Kanatimce İslami toplumlarada ‘Cin’ olarak adlandırılan batıda ‘Arcon’ olarakta bilinen varlıklar da aynı katagoriye girmekteler. Olası açıklamalar arasında Cinlerin Dünya ve bizler üzerinde emeli olan başka negatif (KH) valıklar tarafından yaratılmış olması doğrultusunda görüşler olsada ben bu varlıkların Sürüngen ırkla doğrudan ilişkileri olduğu kanısındayım.

Savaşları, insanoğlunun yaşadığı şartları ‘Kendine Hizmet’ edenlerin lehlerine değiştirmenin en uç noktası olarak nitelendiriyorum. Savaş yolu ile kışkırtılan insan duygularının ürettiği negatif enerjinin büyüklüğünü ve gücünü hayal etmem bile zor. İşte günümüzde de durum bu, Dünyanın muhtelif köşelerinde durup bitmeyen savaşlar! 

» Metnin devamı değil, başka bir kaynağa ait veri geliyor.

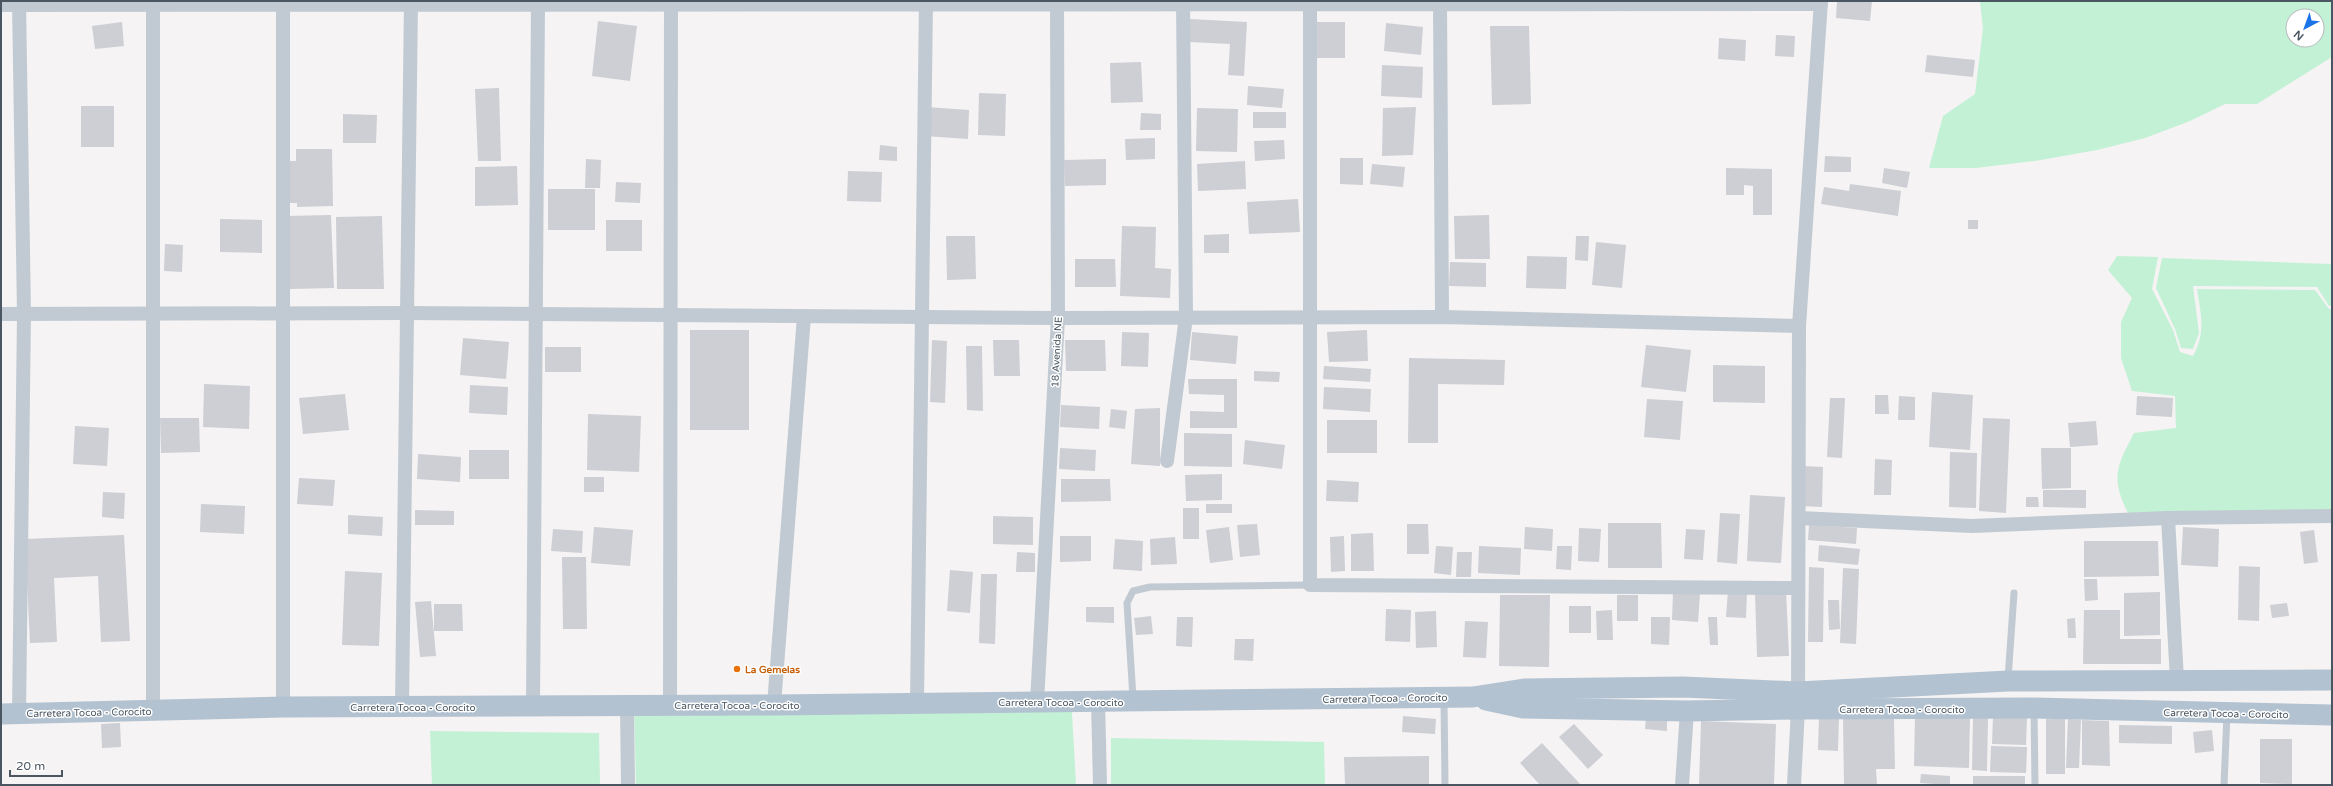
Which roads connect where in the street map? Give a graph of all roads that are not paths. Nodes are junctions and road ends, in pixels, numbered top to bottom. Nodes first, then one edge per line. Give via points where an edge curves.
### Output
1 (19, 3) edge
2 (153, 3) edge
3 (282, 3) edge
4 (411, 3) edge
5 (538, 3) edge
6 (671, 3) edge
7 (796, 3) edge
8 (926, 3) edge
9 (1057, 3) edge
10 (1183, 3) edge
11 (1310, 3) edge
12 (1440, 3) edge
13 (1569, 3) edge
14 (1693, 3) edge
15 (1821, 3) edge
16 (1, 5) edge
17 (407, 312) junction
18 (153, 313) junction
19 (283, 313) junction
20 (1, 314) edge
21 (24, 314) junction
22 (536, 315) junction
23 (670, 316) junction
24 (804, 316) junction
25 (922, 317) junction
26 (1186, 317) junction
27 (1442, 317) junction
28 (1058, 318) junction
29 (1310, 319) junction
30 (1799, 326) junction
31 (1167, 461) dead end
32 (2332, 516) edge
33 (1799, 518) junction
34 (2168, 518) junction
35 (1310, 585) junction
36 (1797, 588) junction
37 (2014, 593) dead end
38 (2177, 680) junction
39 (2332, 680) edge
40 (2008, 681) junction
41 (1444, 697) junction
42 (1474, 697) junction
43 (1798, 700) junction
44 (1098, 701) junction
45 (1133, 701) junction
46 (1037, 702) junction
47 (917, 703) junction
48 (774, 705) junction
49 (532, 706) junction
50 (627, 706) junction
51 (670, 706) junction
52 (283, 707) junction
53 (402, 707) junction
54 (2034, 708) junction
55 (153, 710) junction
56 (1687, 711) junction
57 (10, 714) edge
58 (2227, 714) junction
59 (2332, 715) edge
60 (628, 785) edge
61 (1100, 785) edge
62 (1445, 785) edge
63 (1682, 785) edge
64 (1794, 785) edge
65 (2035, 785) edge
66 (2224, 785) edge

1 - 2 street
1 - 16 street
1 - 21 street
2 - 3 street
2 - 18 street
3 - 4 street
3 - 19 street
4 - 5 street
4 - 17 street
5 - 6 street
5 - 22 street
6 - 7 street
6 - 23 street
7 - 8 street
8 - 9 street
8 - 25 street
9 - 10 street
9 - 28 street, 18 Avenida NE
10 - 11 street
10 - 26 street
11 - 12 street
11 - 29 street
12 - 13 street
12 - 27 street
13 - 14 street
14 - 15 street
15 - 30 street
17 - 19 street
17 - 22 street
17 - 53 street
18 - 19 street
18 - 21 street
18 - 55 street
19 - 52 street
20 - 21 street
21 - 57 street
22 - 23 street
22 - 49 street
23 - 24 street
23 - 51 street
24 - 25 street
24 - 48 street
25 - 28 street
25 - 47 street
26 - 28 street
26 - 29 street
26 - 31 street
27 - 29 street
27 - 30 street
28 - 46 street, 18 Avenida NE
29 - 35 street
30 - 33 street
32 - 34 street
33 - 34 street via 1972,526
33 - 36 street
34 - 38 street
35 - 36 street
35 - 45 lane via 1150,587 1133,591 1127,603
36 - 43 street
37 - 40 lane
38 - 39 main road, Carretera Tocoa - Corocito
38 - 40 main road, Carretera Tocoa - Corocito
40 - 43 main road, Carretera Tocoa - Corocito
41 - 42 main road, Carretera Tocoa - Corocito
41 - 45 main road, Carretera Tocoa - Corocito
41 - 62 lane
42 - 43 main road, Carretera Tocoa - Corocito via 1524,689 1683,687
42 - 56 main road, Carretera Tocoa - Corocito via 1523,708
43 - 54 main road, Carretera Tocoa - Corocito
43 - 56 main road, Carretera Tocoa - Corocito
43 - 64 street
44 - 45 main road, Carretera Tocoa - Corocito
44 - 46 main road, Carretera Tocoa - Corocito
44 - 61 street
46 - 47 main road, Carretera Tocoa - Corocito
47 - 48 main road, Carretera Tocoa - Corocito
48 - 51 main road, Carretera Tocoa - Corocito
49 - 50 main road, Carretera Tocoa - Corocito
49 - 53 main road, Carretera Tocoa - Corocito
50 - 51 main road, Carretera Tocoa - Corocito
50 - 60 street
52 - 53 main road, Carretera Tocoa - Corocito
52 - 55 main road, Carretera Tocoa - Corocito
54 - 58 main road, Carretera Tocoa - Corocito
54 - 65 lane
55 - 57 main road, Carretera Tocoa - Corocito
56 - 63 street
58 - 59 main road, Carretera Tocoa - Corocito
58 - 66 lane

Bizlere yaptıklarını karma adı altında başımıza kakmaktalar, evet karma var ama bize dayattırılan şekliyle değil. Bize inandırılan karma bizi yöneten baskın güçlerin yarattığı bir düzenek. Törenlerde Sürüngen ırkının elit kısmı için kurban edilen çocuklar için, evet ama şimdiki yaşamlarına gelmeden önce onlar böyle bir törende kurban edilmelerine razı oldular da bu yaşamlarına doğdular denmekte, hayır kim vahşi yolla ölmek, acı çekmek, açlıktan ölmek... için imza atar?

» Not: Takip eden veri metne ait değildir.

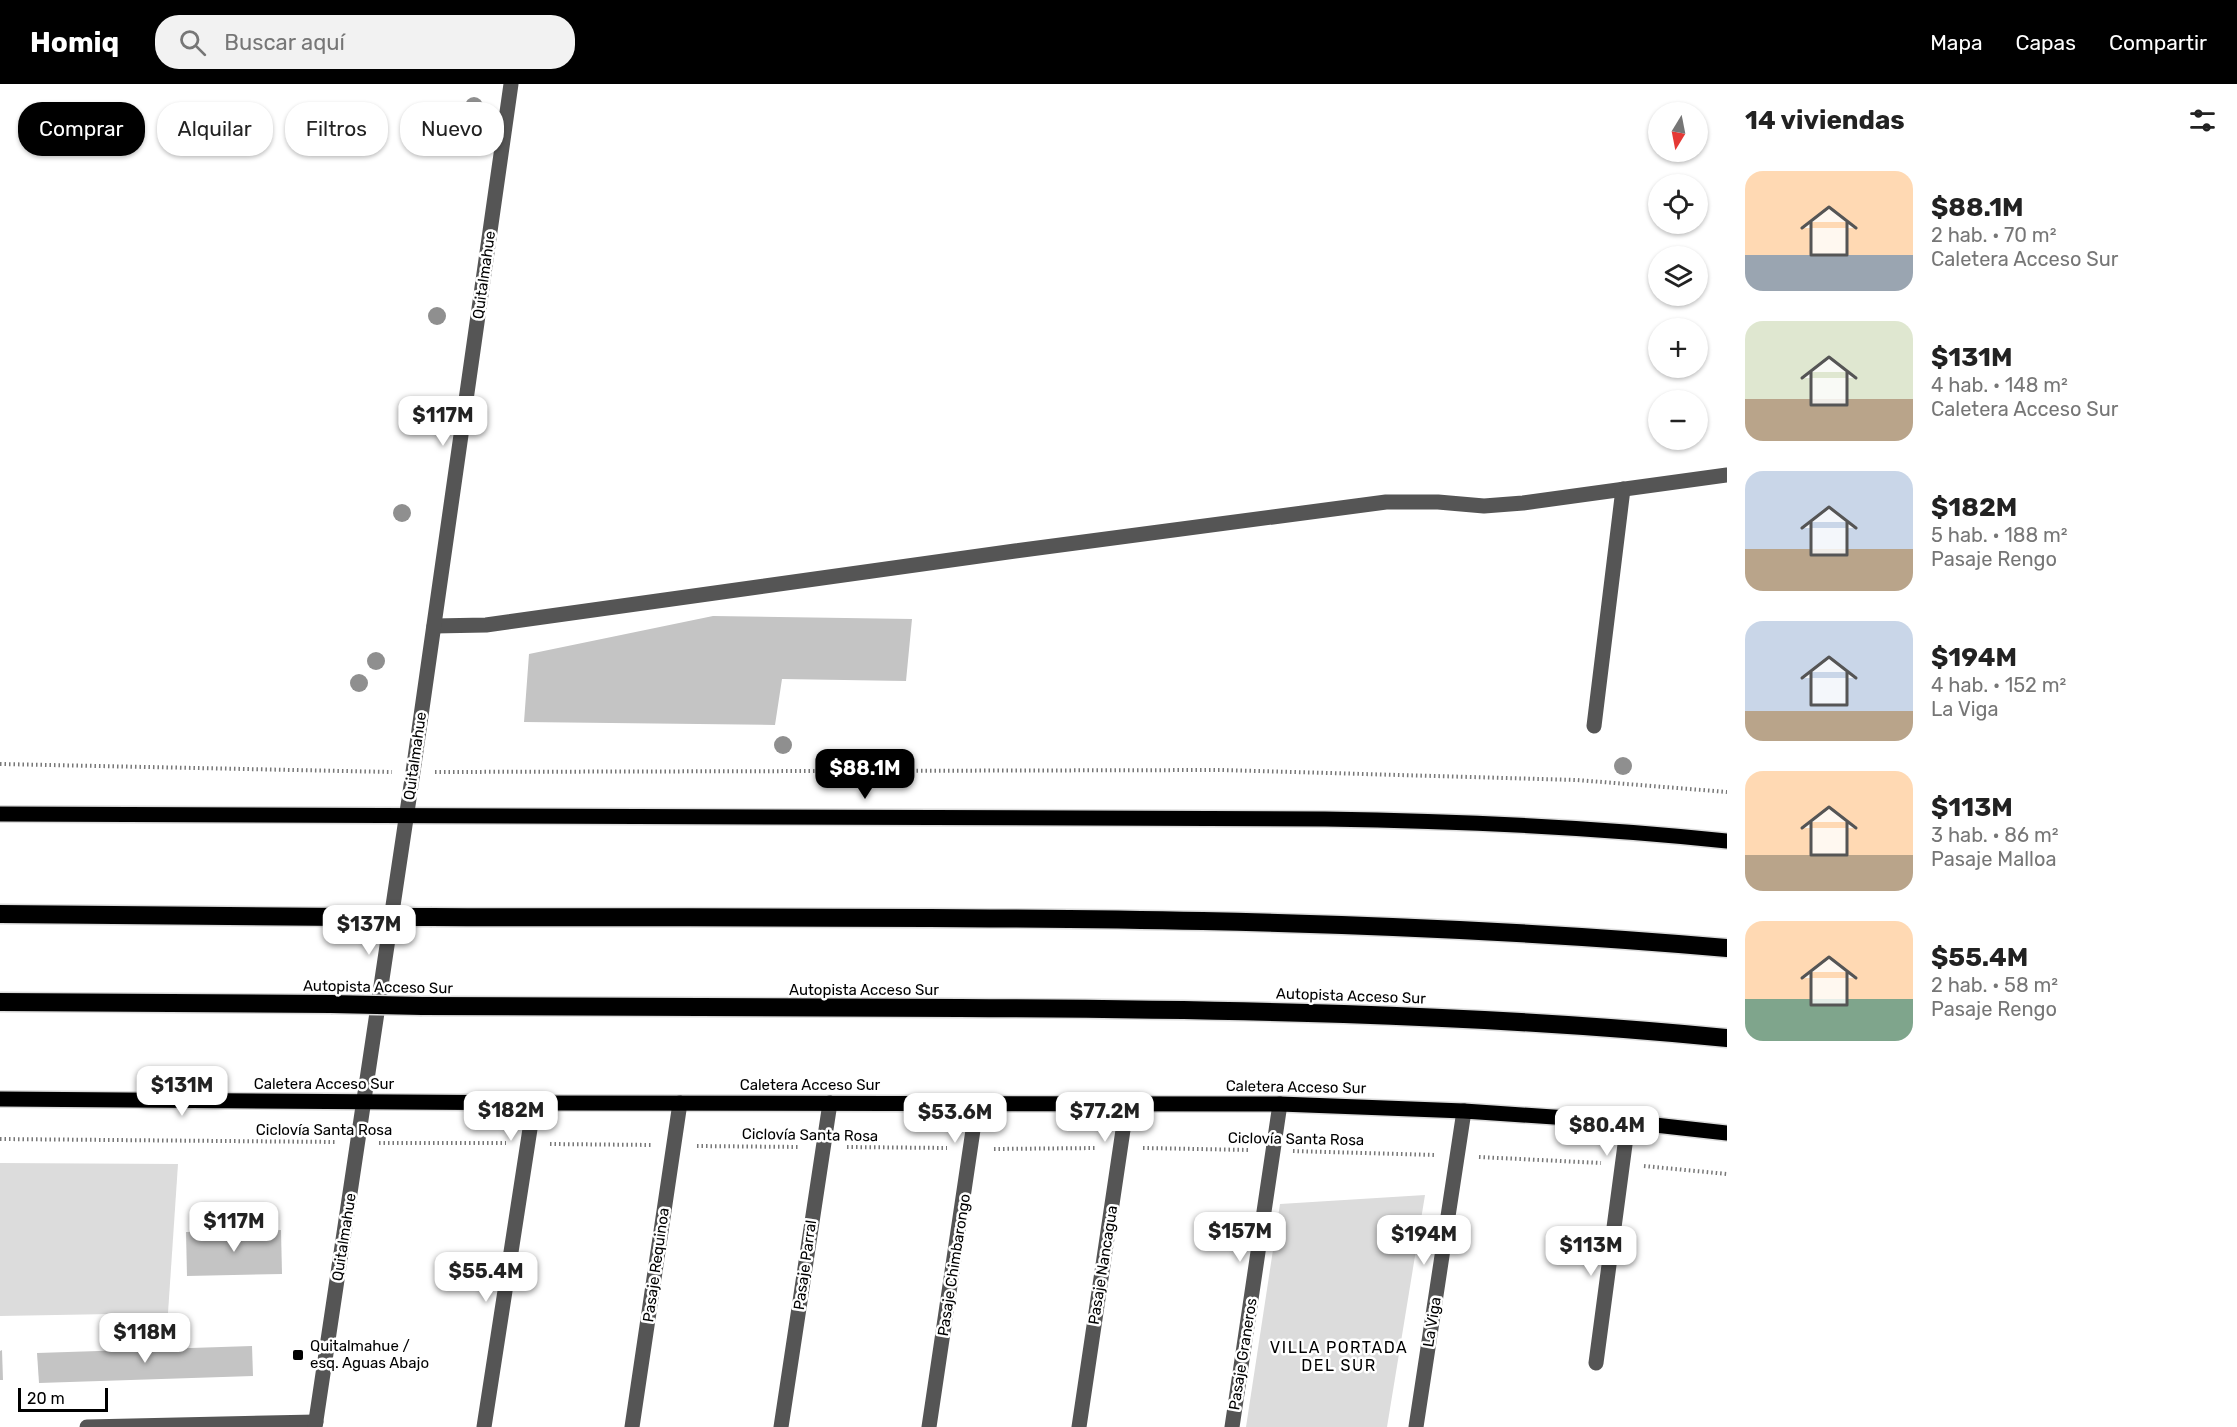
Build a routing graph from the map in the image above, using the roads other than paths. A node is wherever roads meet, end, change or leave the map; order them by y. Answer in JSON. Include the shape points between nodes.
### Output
{"nodes":[{"id":1,"x":511,"y":84,"type":"edge"},
{"id":2,"x":1727,"y":475,"type":"edge"},
{"id":3,"x":1623,"y":489,"type":"junction"},
{"id":4,"x":434,"y":626,"type":"junction"},
{"id":5,"x":1594,"y":726,"type":"dead end"},
{"id":6,"x":0,"y":814,"type":"edge"},
{"id":7,"x":407,"y":815,"type":"junction"},
{"id":8,"x":1727,"y":840,"type":"edge"},
{"id":9,"x":0,"y":915,"type":"edge"},
{"id":10,"x":1727,"y":948,"type":"edge"},
{"id":11,"x":0,"y":1002,"type":"edge"},
{"id":12,"x":1727,"y":1038,"type":"edge"},
{"id":13,"x":0,"y":1100,"type":"edge"},
{"id":14,"x":364,"y":1102,"type":"junction"},
{"id":15,"x":534,"y":1103,"type":"junction"},
{"id":16,"x":680,"y":1103,"type":"junction"},
{"id":17,"x":830,"y":1103,"type":"junction"},
{"id":18,"x":977,"y":1103,"type":"junction"},
{"id":19,"x":1127,"y":1103,"type":"junction"},
{"id":20,"x":1280,"y":1104,"type":"junction"},
{"id":21,"x":1464,"y":1111,"type":"junction"},
{"id":22,"x":1628,"y":1122,"type":"junction"},
{"id":23,"x":1727,"y":1133,"type":"edge"},
{"id":24,"x":1596,"y":1363,"type":"dead end"},
{"id":25,"x":316,"y":1425,"type":"edge"},
{"id":26,"x":87,"y":1427,"type":"edge"},
{"id":27,"x":483,"y":1427,"type":"edge"},
{"id":28,"x":632,"y":1427,"type":"edge"},
{"id":29,"x":781,"y":1427,"type":"edge"},
{"id":30,"x":929,"y":1427,"type":"edge"},
{"id":31,"x":1079,"y":1427,"type":"edge"},
{"id":32,"x":1232,"y":1427,"type":"edge"},
{"id":33,"x":1416,"y":1427,"type":"edge"}],
"edges":[{"from":1,"to":4,"type":"street","name":"Quitalmahue"},
{"from":2,"to":3,"type":"street"},
{"from":3,"to":4,"type":"street","via":[[1484,506],[1386,502],[486,625]]},
{"from":3,"to":5,"type":"street"},
{"from":4,"to":7,"type":"street","name":"Quitalmahue"},
{"from":6,"to":7,"type":"main road"},
{"from":7,"to":8,"type":"main road","via":[[1440,821]]},
{"from":7,"to":14,"type":"street","name":"Quitalmahue"},
{"from":9,"to":10,"type":"highway","bridge":true,"via":[[1229,921],[1493,930]]},
{"from":11,"to":12,"type":"highway","name":"Autopista Acceso Sur","bridge":true,"via":[[1272,1011],[1429,1016]]},
{"from":13,"to":14,"type":"main road","name":"Caletera Acceso Sur"},
{"from":14,"to":15,"type":"main road","name":"Caletera Acceso Sur"},
{"from":14,"to":25,"type":"street","name":"Quitalmahue"},
{"from":15,"to":16,"type":"main road","name":"Caletera Acceso Sur"},
{"from":15,"to":27,"type":"street"},
{"from":16,"to":17,"type":"main road","name":"Caletera Acceso Sur"},
{"from":16,"to":28,"type":"street","name":"Pasaje Requinoa"},
{"from":17,"to":18,"type":"main road","name":"Caletera Acceso Sur"},
{"from":17,"to":29,"type":"street","name":"Pasaje Parral"},
{"from":18,"to":19,"type":"main road","name":"Caletera Acceso Sur"},
{"from":18,"to":30,"type":"street","name":"Pasaje Chimbarongo"},
{"from":19,"to":20,"type":"main road","name":"Caletera Acceso Sur"},
{"from":19,"to":31,"type":"street","name":"Pasaje Nancagua"},
{"from":20,"to":21,"type":"main road","name":"Caletera Acceso Sur"},
{"from":20,"to":32,"type":"street","name":"Pasaje Graneros"},
{"from":21,"to":22,"type":"main road","name":"Caletera Acceso Sur"},
{"from":21,"to":33,"type":"street","name":"La Viga"},
{"from":22,"to":23,"type":"main road","name":"Caletera Acceso Sur"},
{"from":22,"to":24,"type":"street"},
{"from":25,"to":26,"type":"street"}]}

 Reenkarne doğal olmayan yolla şöyle gerçekleşiyor; öldükten sonra Ruhun 5. Boyuta gitmesi gerekiyor, orada yeni deneyimler yapıp öğreneceği yaşama geri dönmesi için bir seçim yapması gerekiyor. Bu seçim önceki yaşamlardaki deneyimlere, öğrendiklerine bağlı çerçevede yapılan bir seçim yani karmasına bağlı. Bu durum Ruhun normal şartlardaki seyri, malesef bedenden çıkan Ruh Sürüngen ırk tarafından yakalanıp, tutsak edilmekte. Sonrası da onların istekleri doğrultusunda bazı koşullara razı edilip Dünyaya gönderilmekte, buna da ‘Karma’ deyip bize yutturmaktalar. Karma özgür iradeyi kullanarak yapılandır! Esaret altında yapılan karmayı kabul etmem, bu yolla yaptırılan karma Evrensel kurallara aykırı illegal bir eylem olup Suçtur!
Lütfen sabah ve akşam, karmanızın insanlığa yararlı olan kısmının dışında olan tüm kısmını kabul etmediğinizi beş on defa sesli veya sessiz tekrarlayın. Madem özgür iradenin hüküm sürdüğü bir Evrende yaşıyoruz, özgür irademizi bu yolla kullanıp düştüğümüz bu esarete son vermeliyiz. Bu güne kadar öğrendiğim en etkili yolun bu olduğu kanısındayım.  

Sıradan bireyler olarak durumun büyük boyutundaki seyrini değiştiremeyeceğimiz aşıkar. Kendi ilişkilerimizde öfkeye, şiddete ve korkuya olabildiğince az yer vermeli, başkalarına acıyı yaşatacak durumlardan kaçınmalı. Yeni döneme giriyoruz, eski inançlarımızı ve özellikle korkuyu bünyemizde barındırmamalı.